Kıyıları dövülen bir adalet.
Teslimiyet ile yüklü bazen bir
cesaret bilip de öne atıldığım esiri olduğum sözcüklerin de yanarken tabanları
baş koyduğum bir Makam varsa yoksa İlahi Adalet.
Cürüm işleyenlerden uzağa kaçtığım el
açmamak adına insanlara içine düşülesi tuzaklardan payıma düşen ne ise sadece
Huda’ya sığındığım taptığım.
Bir curcuna ki hayat.
Bir cümbüş ki sözcüklerden örülü.
Bir ırk ki yalnızlık var olmanın
bedeli.
Ve hiçliğimde saklı sarmalında
yüreğin biçen her gün içimi deştiğim varsın olsun çaresizlik ve yalnızlık.
En muteber duygu.
Alametifarikası ömrün.
Alı al moru mor düşler ördüğüm.
Bil mukabil sevgili Rabbim, Sensin
Sen bana yaşatan cenneti bunca hüznü def edebilmenin mucizevi tınısı ve nice
tevafuk yüklü yeri göğü senden bildiğim senden geldiğim sana koştuğum.

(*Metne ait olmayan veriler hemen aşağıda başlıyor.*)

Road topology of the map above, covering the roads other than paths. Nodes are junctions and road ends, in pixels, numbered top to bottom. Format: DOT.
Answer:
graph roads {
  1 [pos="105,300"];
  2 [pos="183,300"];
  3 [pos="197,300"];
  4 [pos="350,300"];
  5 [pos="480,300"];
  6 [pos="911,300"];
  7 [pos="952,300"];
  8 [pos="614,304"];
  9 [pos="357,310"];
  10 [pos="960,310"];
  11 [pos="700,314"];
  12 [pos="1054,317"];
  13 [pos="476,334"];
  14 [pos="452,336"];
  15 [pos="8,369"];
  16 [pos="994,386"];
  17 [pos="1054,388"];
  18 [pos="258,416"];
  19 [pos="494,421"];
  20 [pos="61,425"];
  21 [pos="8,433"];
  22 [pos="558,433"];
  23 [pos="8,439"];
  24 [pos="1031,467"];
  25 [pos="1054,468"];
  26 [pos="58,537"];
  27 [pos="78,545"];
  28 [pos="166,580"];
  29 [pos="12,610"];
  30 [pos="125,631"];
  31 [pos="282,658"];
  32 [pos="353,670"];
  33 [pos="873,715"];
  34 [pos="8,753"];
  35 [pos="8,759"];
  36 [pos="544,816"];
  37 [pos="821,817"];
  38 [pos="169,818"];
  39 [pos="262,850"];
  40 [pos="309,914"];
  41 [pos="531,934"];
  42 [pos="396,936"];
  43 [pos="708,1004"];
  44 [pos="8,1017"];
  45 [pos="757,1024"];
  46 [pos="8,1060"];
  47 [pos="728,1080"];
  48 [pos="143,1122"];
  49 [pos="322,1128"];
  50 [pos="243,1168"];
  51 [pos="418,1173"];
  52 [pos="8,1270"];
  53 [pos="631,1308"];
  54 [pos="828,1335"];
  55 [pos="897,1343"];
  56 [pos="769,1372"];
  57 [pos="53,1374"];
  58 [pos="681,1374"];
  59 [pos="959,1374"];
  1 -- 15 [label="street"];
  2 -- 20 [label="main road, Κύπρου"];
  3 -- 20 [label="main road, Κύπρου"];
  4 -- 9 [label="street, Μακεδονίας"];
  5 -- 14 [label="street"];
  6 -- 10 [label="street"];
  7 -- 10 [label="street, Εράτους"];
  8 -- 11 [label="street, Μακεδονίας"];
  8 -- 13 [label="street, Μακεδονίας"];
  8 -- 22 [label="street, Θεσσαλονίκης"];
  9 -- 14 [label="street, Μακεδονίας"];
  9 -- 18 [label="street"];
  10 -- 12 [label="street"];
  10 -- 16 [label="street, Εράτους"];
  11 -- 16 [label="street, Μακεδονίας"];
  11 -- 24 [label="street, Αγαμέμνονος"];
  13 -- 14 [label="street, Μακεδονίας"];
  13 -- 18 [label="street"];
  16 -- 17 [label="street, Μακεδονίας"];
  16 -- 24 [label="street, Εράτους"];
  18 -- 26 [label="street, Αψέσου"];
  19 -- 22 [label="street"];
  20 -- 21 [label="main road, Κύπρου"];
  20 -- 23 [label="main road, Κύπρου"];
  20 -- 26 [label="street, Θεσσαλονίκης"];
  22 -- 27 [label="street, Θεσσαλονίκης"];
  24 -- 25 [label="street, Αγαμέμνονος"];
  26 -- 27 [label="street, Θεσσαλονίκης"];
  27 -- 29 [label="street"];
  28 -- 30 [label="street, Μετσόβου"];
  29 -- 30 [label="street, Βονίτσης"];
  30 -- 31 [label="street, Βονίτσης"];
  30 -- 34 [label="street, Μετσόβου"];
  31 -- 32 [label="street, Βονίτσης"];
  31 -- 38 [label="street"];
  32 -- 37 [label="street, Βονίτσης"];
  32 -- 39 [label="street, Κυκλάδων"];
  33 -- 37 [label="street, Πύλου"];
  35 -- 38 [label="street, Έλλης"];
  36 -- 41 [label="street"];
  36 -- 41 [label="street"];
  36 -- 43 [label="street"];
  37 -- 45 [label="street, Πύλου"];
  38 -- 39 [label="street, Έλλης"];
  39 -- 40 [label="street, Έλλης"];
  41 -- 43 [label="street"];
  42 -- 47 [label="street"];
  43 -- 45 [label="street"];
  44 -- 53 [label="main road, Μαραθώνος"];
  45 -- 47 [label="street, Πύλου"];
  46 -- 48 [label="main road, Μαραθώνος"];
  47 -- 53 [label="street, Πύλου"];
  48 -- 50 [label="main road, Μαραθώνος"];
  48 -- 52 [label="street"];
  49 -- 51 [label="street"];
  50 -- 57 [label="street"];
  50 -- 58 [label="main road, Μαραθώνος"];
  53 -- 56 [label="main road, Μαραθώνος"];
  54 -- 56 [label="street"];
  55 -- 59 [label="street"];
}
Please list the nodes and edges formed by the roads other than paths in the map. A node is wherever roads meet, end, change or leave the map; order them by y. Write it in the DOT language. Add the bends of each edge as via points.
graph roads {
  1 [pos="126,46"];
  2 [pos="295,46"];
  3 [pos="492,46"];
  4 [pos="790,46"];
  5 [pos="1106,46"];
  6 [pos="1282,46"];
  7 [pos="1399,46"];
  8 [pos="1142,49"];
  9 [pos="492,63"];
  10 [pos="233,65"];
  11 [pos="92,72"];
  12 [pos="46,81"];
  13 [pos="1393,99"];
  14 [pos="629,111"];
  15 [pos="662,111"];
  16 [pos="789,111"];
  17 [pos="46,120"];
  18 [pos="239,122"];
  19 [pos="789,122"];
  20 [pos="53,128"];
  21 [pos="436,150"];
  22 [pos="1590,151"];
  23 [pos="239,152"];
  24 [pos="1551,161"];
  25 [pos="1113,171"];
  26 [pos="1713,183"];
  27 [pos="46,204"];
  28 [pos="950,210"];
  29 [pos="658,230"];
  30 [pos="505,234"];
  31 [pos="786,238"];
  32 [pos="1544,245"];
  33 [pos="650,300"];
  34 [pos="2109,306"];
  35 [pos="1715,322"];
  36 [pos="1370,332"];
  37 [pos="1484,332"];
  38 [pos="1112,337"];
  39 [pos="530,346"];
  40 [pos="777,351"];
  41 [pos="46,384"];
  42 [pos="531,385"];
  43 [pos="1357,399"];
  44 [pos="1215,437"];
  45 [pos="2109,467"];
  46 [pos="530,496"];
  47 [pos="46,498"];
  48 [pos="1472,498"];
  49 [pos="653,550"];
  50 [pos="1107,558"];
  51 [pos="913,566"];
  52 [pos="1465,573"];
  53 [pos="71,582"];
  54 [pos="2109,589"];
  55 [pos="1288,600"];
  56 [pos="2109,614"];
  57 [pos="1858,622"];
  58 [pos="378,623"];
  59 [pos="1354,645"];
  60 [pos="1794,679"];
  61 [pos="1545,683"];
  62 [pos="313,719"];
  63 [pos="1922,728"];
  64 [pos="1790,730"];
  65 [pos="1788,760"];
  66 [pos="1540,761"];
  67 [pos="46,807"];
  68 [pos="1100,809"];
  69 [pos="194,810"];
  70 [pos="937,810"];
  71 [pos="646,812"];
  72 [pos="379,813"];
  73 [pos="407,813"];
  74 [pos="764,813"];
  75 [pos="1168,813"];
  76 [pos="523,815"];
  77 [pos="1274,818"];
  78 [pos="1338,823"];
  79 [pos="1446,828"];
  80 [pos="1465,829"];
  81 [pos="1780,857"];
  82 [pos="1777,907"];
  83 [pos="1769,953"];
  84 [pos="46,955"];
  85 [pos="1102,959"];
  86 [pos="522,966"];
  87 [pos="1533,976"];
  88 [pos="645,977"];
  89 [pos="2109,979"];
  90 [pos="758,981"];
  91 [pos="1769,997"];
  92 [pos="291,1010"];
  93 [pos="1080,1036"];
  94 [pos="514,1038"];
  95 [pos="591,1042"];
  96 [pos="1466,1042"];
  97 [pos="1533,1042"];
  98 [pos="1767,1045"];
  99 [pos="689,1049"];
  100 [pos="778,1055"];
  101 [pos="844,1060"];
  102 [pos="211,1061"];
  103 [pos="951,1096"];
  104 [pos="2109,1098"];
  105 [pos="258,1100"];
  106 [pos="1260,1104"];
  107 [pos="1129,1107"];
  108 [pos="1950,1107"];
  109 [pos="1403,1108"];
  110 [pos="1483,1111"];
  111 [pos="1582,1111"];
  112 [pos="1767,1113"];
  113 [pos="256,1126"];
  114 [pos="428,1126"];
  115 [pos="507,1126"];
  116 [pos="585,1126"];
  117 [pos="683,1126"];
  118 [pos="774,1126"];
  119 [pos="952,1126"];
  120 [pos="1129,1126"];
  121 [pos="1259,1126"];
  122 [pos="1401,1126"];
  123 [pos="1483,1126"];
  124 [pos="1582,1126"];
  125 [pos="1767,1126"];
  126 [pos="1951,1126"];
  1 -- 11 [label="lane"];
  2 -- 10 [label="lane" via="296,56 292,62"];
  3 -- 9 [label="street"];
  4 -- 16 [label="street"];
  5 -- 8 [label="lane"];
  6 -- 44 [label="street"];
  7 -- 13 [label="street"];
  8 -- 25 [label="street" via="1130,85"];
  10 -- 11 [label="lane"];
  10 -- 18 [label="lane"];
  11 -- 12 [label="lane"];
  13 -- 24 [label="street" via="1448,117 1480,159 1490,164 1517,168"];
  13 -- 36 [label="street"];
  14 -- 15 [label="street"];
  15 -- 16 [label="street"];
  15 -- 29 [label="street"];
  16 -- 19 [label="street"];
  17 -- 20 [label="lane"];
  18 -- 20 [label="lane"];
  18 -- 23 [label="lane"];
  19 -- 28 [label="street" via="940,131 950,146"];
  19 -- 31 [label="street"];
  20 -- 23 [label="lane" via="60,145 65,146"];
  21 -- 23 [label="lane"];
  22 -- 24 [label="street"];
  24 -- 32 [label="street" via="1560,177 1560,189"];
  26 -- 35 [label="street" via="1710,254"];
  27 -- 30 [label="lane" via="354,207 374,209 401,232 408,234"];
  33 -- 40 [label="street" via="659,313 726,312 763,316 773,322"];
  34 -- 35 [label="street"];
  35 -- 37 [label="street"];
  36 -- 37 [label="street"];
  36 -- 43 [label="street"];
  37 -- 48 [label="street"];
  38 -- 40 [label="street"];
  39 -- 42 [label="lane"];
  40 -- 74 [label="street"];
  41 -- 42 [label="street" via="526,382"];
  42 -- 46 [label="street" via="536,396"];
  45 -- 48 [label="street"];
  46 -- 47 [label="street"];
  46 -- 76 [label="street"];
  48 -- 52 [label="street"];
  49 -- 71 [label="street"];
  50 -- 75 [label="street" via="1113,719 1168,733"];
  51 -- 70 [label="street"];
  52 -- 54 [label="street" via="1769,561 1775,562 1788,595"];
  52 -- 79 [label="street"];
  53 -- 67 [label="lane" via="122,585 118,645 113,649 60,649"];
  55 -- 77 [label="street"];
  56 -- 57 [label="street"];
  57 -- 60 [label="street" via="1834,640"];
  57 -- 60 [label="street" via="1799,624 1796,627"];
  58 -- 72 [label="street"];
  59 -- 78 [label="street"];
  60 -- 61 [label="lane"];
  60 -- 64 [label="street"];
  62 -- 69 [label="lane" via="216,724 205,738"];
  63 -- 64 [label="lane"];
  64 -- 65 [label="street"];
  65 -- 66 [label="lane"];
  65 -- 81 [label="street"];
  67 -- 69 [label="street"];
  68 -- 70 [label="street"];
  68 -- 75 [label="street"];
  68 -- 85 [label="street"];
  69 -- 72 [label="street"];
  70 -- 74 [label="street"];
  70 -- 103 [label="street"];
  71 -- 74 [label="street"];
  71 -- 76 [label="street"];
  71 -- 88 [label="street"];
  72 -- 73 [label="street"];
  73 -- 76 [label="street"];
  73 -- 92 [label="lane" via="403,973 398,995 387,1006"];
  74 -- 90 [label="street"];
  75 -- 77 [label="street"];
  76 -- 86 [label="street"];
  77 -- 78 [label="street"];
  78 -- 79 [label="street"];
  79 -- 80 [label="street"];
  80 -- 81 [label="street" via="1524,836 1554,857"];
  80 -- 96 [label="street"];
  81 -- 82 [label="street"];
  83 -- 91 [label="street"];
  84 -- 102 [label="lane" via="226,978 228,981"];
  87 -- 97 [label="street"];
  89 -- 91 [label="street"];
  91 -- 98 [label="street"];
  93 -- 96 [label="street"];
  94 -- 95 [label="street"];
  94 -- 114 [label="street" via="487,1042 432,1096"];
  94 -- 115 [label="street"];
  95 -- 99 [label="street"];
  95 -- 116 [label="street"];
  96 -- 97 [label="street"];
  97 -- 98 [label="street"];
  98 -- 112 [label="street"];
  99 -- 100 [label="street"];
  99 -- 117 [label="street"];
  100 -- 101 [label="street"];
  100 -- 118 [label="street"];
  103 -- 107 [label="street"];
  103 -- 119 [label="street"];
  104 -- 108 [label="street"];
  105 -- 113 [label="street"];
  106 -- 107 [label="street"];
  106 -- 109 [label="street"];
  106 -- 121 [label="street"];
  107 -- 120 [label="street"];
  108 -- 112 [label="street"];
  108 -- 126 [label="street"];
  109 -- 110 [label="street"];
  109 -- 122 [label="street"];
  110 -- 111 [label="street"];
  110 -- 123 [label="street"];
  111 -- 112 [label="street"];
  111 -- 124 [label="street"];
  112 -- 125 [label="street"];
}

Rozeti kayıp bir gün ve rengi soluk
göğün.
Haznemde saklı iken bıçkın rüzgâr
teşrif eden kara bulutların umudumu gölgelediği.
Meali yok aslında varlığımın ve
sarmalında göğün ben sadece ayaklarım yere bassın diye ayağım altından kayan
zemini bile yok saydığım kadar yok sayıldığımın ertesi sehven ölü bilinmeze
gark eden her duygunun rengini de beyaz bildiğim.
Saf tuttuğum safiyet.
O boşluk ki içine düşülesi.
Hoşluk bildiğim hayatı güttüğüm değil
bilakis görünmezden gelindiğim.
Bir hicret pusu kuran iblise son
darbe.
Bir bir de namzet sözcükler
yalnızlığın kabrinde telaşla ördüğüm mısralar yiten dünüme yattığım uykuya
hasret varlığın Kabil’i bazen kabul görmenin ötesi yokluğun tarhında
ıssızlığıma kol kanat geren melekler ve kaderin hicvi.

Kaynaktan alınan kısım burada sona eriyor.